Stored data entries
-------

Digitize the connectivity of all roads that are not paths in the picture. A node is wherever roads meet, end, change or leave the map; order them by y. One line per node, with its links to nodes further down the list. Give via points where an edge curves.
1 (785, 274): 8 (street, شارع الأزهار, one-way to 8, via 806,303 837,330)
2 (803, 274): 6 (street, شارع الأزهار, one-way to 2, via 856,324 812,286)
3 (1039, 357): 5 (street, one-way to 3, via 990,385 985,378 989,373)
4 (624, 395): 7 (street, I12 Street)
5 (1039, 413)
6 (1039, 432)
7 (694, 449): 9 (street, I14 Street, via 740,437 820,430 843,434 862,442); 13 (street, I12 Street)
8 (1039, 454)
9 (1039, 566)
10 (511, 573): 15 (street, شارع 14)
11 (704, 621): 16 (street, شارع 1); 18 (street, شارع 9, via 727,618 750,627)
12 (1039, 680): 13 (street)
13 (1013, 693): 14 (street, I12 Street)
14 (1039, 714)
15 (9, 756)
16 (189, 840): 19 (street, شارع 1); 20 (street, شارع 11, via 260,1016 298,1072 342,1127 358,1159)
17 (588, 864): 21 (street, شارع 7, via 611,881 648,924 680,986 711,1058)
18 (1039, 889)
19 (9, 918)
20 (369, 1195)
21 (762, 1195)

-------

→ Work to be completed:
The only acceptable answer is the full set of entries, repeated exactly.

→ Exercise output:
Digitize the connectivity of all roads that are not paths in the picture. A node is wherever roads meet, end, change or leave the map; order them by y. One line per node, with its links to nodes further down the list. Give via points where an edge curves.
1 (785, 274): 8 (street, شارع الأزهار, one-way to 8, via 806,303 837,330)
2 (803, 274): 6 (street, شارع الأزهار, one-way to 2, via 856,324 812,286)
3 (1039, 357): 5 (street, one-way to 3, via 990,385 985,378 989,373)
4 (624, 395): 7 (street, I12 Street)
5 (1039, 413)
6 (1039, 432)
7 (694, 449): 9 (street, I14 Street, via 740,437 820,430 843,434 862,442); 13 (street, I12 Street)
8 (1039, 454)
9 (1039, 566)
10 (511, 573): 15 (street, شارع 14)
11 (704, 621): 16 (street, شارع 1); 18 (street, شارع 9, via 727,618 750,627)
12 (1039, 680): 13 (street)
13 (1013, 693): 14 (street, I12 Street)
14 (1039, 714)
15 (9, 756)
16 (189, 840): 19 (street, شارع 1); 20 (street, شارع 11, via 260,1016 298,1072 342,1127 358,1159)
17 (588, 864): 21 (street, شارع 7, via 611,881 648,924 680,986 711,1058)
18 (1039, 889)
19 (9, 918)
20 (369, 1195)
21 (762, 1195)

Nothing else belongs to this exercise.